More retirees are considering using holiday properties to boost their retirement income this summer in a bid to cash in on the post-lockdown staycation boom.
Inquiries from owners interested in renting out their houses and flats to tourists have risen by 80pc this year compared with 2019, according to Sykes Holiday Cottages, a lettings firm. It saw a sudden spike in the number of owners asking to list their properties following Chancellor Rishi Sunak’s announcement of the stamp duty cut on July 8.
Inquiries since then are more than double the level they were at the same time last year, with homeowners quick to check how much they could earn if they bought an extra property.

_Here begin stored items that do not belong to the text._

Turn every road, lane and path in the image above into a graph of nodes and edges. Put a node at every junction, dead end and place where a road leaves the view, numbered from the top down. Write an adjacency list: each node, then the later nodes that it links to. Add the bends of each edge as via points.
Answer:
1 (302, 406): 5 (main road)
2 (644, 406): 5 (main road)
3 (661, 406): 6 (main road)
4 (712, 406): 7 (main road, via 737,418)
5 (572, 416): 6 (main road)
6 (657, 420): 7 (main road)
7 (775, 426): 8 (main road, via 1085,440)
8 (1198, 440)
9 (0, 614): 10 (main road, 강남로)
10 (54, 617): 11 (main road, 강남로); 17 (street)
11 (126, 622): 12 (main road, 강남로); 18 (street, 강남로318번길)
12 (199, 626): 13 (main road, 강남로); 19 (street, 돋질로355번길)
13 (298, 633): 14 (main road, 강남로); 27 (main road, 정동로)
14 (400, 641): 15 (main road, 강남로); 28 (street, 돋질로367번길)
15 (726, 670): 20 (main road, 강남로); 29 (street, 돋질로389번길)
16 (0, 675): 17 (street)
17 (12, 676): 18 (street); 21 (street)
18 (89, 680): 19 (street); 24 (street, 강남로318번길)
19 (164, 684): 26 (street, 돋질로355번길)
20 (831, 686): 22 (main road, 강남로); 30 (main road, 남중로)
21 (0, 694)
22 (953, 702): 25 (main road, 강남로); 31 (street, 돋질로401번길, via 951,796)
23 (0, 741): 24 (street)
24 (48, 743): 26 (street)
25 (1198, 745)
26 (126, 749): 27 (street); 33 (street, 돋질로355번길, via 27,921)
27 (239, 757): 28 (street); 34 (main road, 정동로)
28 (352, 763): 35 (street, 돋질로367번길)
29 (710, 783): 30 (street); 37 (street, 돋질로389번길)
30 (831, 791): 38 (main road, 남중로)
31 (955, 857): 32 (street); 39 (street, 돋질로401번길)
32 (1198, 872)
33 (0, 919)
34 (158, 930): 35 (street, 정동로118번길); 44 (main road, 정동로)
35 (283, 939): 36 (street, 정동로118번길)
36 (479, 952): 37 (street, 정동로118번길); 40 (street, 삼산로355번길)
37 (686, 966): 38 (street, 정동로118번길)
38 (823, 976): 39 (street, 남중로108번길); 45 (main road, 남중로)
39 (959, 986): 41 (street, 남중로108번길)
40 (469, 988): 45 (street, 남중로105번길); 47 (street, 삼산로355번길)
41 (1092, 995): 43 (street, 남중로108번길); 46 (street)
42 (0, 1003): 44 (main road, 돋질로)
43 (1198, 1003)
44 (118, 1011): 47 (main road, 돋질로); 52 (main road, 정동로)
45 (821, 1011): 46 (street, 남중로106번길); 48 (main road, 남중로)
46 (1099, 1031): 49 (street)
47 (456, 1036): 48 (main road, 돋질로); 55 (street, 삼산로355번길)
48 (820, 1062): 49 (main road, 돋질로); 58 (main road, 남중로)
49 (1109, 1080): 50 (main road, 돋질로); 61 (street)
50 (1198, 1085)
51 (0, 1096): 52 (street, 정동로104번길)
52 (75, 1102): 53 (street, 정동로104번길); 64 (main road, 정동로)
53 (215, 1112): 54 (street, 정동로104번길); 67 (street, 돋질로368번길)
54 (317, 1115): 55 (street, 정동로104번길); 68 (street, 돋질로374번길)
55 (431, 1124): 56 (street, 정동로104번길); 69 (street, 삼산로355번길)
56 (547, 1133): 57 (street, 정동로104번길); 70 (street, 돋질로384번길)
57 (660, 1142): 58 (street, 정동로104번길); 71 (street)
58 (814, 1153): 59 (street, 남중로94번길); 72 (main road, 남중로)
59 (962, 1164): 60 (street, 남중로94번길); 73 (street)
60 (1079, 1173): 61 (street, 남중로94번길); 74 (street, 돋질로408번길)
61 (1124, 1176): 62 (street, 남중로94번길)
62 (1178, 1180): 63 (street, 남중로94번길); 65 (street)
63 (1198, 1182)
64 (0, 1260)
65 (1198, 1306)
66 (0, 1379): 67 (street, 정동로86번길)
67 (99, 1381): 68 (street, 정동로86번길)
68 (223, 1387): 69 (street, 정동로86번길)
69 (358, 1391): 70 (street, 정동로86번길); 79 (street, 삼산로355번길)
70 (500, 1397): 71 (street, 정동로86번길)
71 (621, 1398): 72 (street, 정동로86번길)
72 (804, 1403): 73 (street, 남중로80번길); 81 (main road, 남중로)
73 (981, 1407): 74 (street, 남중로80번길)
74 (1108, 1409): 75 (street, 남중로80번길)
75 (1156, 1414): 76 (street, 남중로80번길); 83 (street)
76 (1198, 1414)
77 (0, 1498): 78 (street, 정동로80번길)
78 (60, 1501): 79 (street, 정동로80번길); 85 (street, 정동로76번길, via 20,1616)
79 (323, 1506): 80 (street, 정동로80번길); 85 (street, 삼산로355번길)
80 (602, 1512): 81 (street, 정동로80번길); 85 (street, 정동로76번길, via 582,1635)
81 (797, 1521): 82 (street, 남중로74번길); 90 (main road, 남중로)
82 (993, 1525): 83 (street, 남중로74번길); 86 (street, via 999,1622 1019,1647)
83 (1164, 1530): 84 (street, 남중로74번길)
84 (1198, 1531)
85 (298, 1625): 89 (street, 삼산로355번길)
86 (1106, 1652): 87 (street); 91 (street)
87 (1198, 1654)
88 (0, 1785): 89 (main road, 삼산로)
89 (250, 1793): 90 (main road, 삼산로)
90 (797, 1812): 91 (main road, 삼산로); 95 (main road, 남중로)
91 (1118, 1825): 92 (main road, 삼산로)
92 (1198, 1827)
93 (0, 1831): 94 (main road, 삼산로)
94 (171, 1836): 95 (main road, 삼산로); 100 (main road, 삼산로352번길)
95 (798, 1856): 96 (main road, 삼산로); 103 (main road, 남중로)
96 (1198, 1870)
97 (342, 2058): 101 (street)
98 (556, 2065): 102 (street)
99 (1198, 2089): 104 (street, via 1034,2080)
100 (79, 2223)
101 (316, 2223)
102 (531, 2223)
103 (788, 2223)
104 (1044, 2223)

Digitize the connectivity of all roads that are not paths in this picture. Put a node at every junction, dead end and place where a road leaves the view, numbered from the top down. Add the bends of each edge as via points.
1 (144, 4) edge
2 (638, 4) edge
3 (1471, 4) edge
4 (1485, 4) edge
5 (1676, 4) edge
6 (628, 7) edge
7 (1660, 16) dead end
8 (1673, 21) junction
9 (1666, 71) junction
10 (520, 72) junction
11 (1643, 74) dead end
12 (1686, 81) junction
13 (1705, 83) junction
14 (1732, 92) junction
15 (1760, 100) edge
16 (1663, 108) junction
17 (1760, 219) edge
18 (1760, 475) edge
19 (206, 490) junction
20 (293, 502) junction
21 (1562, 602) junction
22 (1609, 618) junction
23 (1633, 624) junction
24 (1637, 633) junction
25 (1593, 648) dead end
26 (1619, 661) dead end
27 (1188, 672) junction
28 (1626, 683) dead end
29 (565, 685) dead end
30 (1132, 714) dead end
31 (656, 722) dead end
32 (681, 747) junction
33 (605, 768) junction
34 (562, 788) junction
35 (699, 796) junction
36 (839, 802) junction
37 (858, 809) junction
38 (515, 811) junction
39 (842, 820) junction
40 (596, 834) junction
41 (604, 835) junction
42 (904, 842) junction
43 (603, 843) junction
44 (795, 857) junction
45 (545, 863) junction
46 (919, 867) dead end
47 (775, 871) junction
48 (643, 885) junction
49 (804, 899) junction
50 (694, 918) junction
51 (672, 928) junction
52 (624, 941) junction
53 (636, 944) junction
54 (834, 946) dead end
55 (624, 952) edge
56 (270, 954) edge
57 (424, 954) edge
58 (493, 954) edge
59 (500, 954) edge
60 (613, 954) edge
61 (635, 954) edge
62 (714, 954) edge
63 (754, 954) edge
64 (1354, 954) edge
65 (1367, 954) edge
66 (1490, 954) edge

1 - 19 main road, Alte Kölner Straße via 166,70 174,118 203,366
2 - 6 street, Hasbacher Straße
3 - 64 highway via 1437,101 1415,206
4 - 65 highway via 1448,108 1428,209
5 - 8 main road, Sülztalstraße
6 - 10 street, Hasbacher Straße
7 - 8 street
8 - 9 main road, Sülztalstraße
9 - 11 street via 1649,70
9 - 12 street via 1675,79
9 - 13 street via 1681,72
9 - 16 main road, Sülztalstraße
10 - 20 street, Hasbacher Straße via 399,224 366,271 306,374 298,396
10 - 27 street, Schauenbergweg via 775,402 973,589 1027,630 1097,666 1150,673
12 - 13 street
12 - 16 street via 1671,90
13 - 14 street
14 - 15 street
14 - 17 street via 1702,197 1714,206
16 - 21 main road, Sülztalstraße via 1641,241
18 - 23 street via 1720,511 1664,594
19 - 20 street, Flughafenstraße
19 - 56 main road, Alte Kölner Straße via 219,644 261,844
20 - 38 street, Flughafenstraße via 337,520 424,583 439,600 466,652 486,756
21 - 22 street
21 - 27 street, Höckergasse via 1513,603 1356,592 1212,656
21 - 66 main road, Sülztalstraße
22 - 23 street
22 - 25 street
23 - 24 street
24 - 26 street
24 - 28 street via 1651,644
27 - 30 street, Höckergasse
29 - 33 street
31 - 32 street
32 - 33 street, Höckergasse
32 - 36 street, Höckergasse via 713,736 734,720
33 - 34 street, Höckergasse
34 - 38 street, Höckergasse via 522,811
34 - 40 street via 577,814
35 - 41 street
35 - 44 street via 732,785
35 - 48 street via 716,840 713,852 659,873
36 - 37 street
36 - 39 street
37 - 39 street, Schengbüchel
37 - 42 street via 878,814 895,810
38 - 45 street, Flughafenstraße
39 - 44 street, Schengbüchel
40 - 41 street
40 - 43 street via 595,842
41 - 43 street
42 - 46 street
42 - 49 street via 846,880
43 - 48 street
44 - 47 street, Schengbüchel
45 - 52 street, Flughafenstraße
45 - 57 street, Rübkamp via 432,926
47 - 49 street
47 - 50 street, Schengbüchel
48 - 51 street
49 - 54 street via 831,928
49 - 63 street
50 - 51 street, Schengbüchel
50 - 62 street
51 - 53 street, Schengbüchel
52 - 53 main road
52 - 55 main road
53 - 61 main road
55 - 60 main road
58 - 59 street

Tina Bird, 59, of Norfolk, has been renting out her cottage since she retired from her job as an infant schoolteacher in 2017. Holiday letting has become her main source of income, she said, as bookings remain busy all year, thanks in part to a hot tub and a log burner.
She said: “Having had no prior experience, I didn’t know what to expect initially. But I was keen to take on a new project in my retirement. Running a holiday home has given me a reason to get out of bed in the morning.”
However, lockdown meant that all bookings had to be either cancelled or postponed. Normal rental levels have resumed since the travel ban was lifted and there has been a large jump in bookings this summer as anxious travellers opt to stay in the country during the pandemic, she said.